#### [WHAT YOU SHOULD DO]
Word for word, write out all the entries below, omitting every picture.

#### [MATERIAL SUPPLIED]

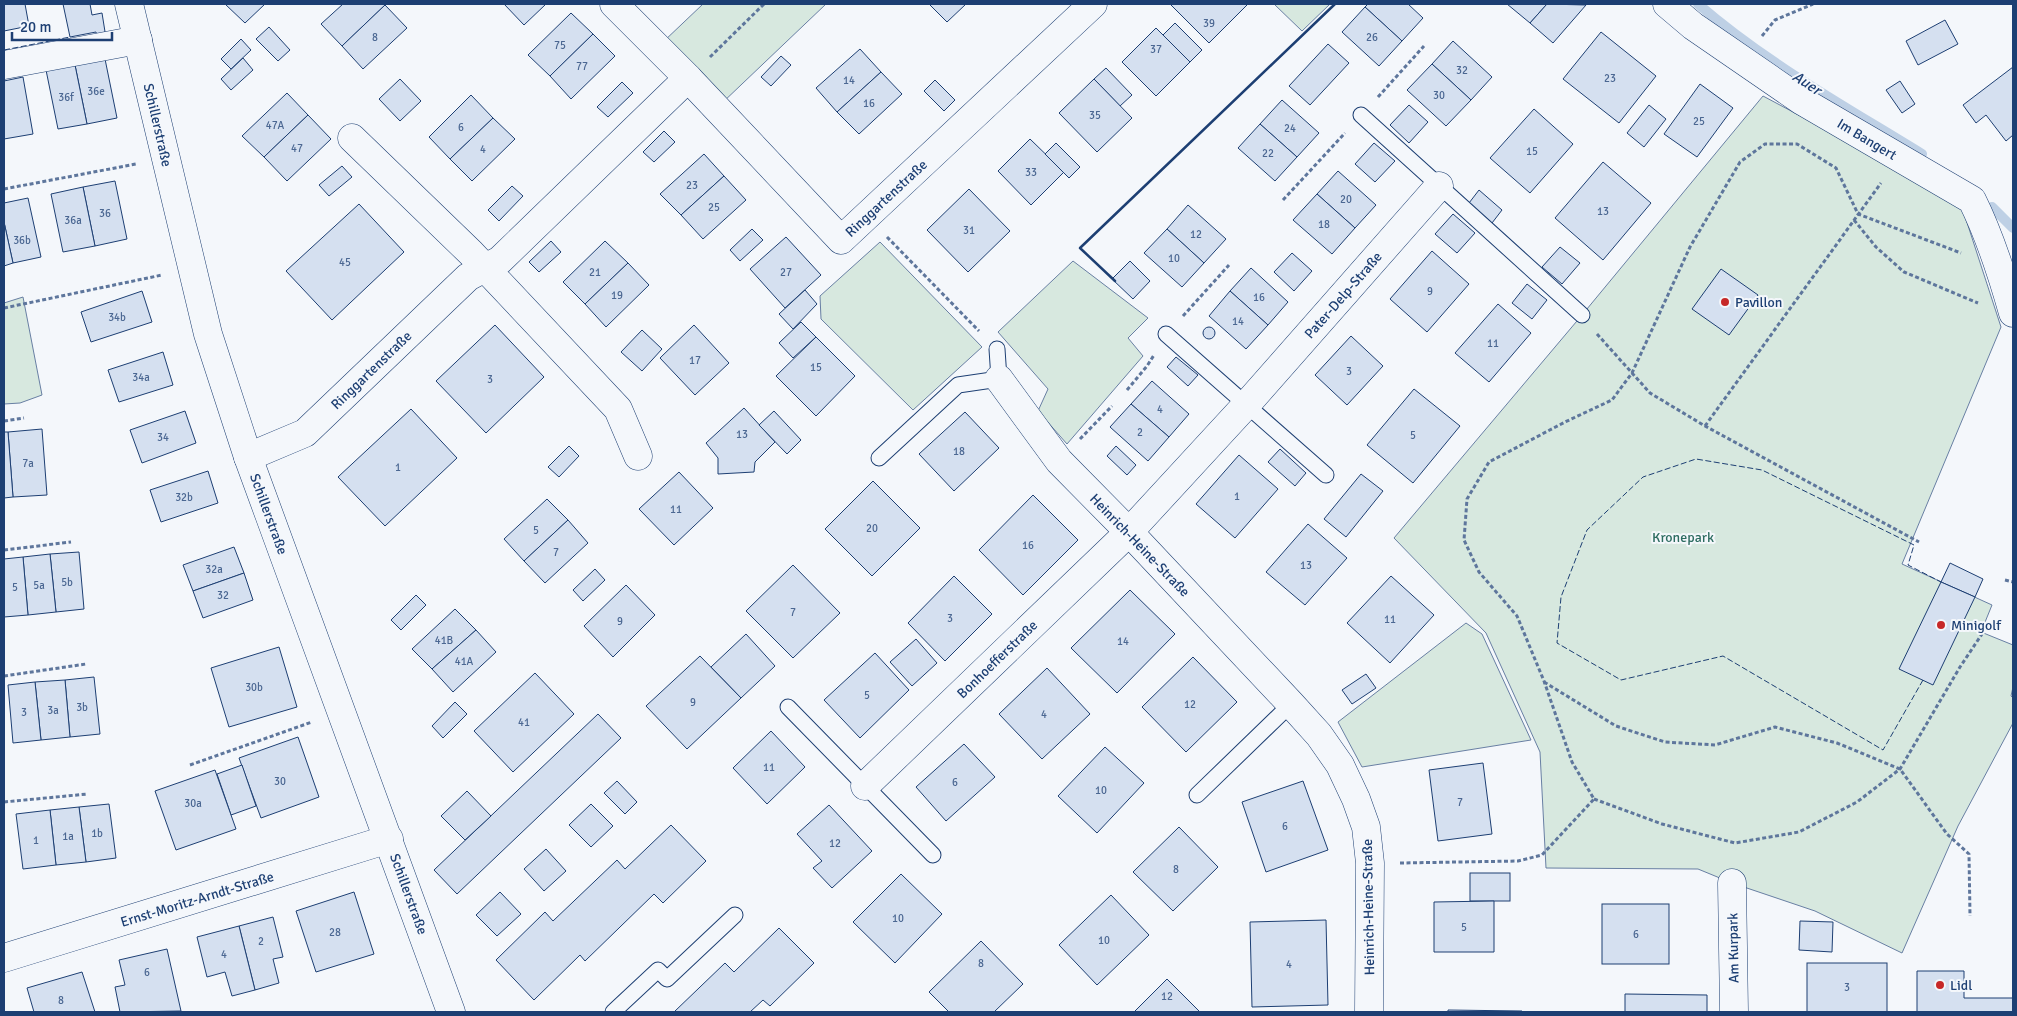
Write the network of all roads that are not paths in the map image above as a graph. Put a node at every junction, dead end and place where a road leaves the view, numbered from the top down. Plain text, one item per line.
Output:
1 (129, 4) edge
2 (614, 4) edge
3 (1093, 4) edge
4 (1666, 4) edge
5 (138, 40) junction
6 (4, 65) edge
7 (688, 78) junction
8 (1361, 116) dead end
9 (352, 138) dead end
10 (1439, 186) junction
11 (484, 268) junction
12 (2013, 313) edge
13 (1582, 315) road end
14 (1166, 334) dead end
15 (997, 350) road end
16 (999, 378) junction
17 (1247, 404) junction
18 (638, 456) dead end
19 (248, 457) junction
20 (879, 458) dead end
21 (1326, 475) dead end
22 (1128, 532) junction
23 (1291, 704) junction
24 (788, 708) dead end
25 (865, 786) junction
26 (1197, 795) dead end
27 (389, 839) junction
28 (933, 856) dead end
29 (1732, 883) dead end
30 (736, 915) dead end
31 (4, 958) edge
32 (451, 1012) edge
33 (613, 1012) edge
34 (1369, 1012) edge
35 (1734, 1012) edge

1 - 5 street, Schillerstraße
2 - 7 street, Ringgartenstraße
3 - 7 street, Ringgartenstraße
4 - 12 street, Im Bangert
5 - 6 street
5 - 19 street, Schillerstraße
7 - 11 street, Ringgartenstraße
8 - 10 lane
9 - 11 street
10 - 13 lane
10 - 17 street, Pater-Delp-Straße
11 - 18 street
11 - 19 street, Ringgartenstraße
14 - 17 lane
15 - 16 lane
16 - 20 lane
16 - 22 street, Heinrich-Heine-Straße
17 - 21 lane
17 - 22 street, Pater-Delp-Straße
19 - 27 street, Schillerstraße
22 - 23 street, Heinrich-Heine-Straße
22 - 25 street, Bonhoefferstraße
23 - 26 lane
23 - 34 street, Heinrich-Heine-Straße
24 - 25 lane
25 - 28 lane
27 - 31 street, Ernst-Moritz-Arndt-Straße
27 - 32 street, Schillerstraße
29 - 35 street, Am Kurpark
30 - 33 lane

#### [YOUR RESPONSE]
Write the network of all roads that are not paths in the map image above as a graph. Put a node at every junction, dead end and place where a road leaves the view, numbered from the top down. Plain text, one item per line.
Output:
1 (129, 4) edge
2 (614, 4) edge
3 (1093, 4) edge
4 (1666, 4) edge
5 (138, 40) junction
6 (4, 65) edge
7 (688, 78) junction
8 (1361, 116) dead end
9 (352, 138) dead end
10 (1439, 186) junction
11 (484, 268) junction
12 (2013, 313) edge
13 (1582, 315) road end
14 (1166, 334) dead end
15 (997, 350) road end
16 (999, 378) junction
17 (1247, 404) junction
18 (638, 456) dead end
19 (248, 457) junction
20 (879, 458) dead end
21 (1326, 475) dead end
22 (1128, 532) junction
23 (1291, 704) junction
24 (788, 708) dead end
25 (865, 786) junction
26 (1197, 795) dead end
27 (389, 839) junction
28 (933, 856) dead end
29 (1732, 883) dead end
30 (736, 915) dead end
31 (4, 958) edge
32 (451, 1012) edge
33 (613, 1012) edge
34 (1369, 1012) edge
35 (1734, 1012) edge

1 - 5 street, Schillerstraße
2 - 7 street, Ringgartenstraße
3 - 7 street, Ringgartenstraße
4 - 12 street, Im Bangert
5 - 6 street
5 - 19 street, Schillerstraße
7 - 11 street, Ringgartenstraße
8 - 10 lane
9 - 11 street
10 - 13 lane
10 - 17 street, Pater-Delp-Straße
11 - 18 street
11 - 19 street, Ringgartenstraße
14 - 17 lane
15 - 16 lane
16 - 20 lane
16 - 22 street, Heinrich-Heine-Straße
17 - 21 lane
17 - 22 street, Pater-Delp-Straße
19 - 27 street, Schillerstraße
22 - 23 street, Heinrich-Heine-Straße
22 - 25 street, Bonhoefferstraße
23 - 26 lane
23 - 34 street, Heinrich-Heine-Straße
24 - 25 lane
25 - 28 lane
27 - 31 street, Ernst-Moritz-Arndt-Straße
27 - 32 street, Schillerstraße
29 - 35 street, Am Kurpark
30 - 33 lane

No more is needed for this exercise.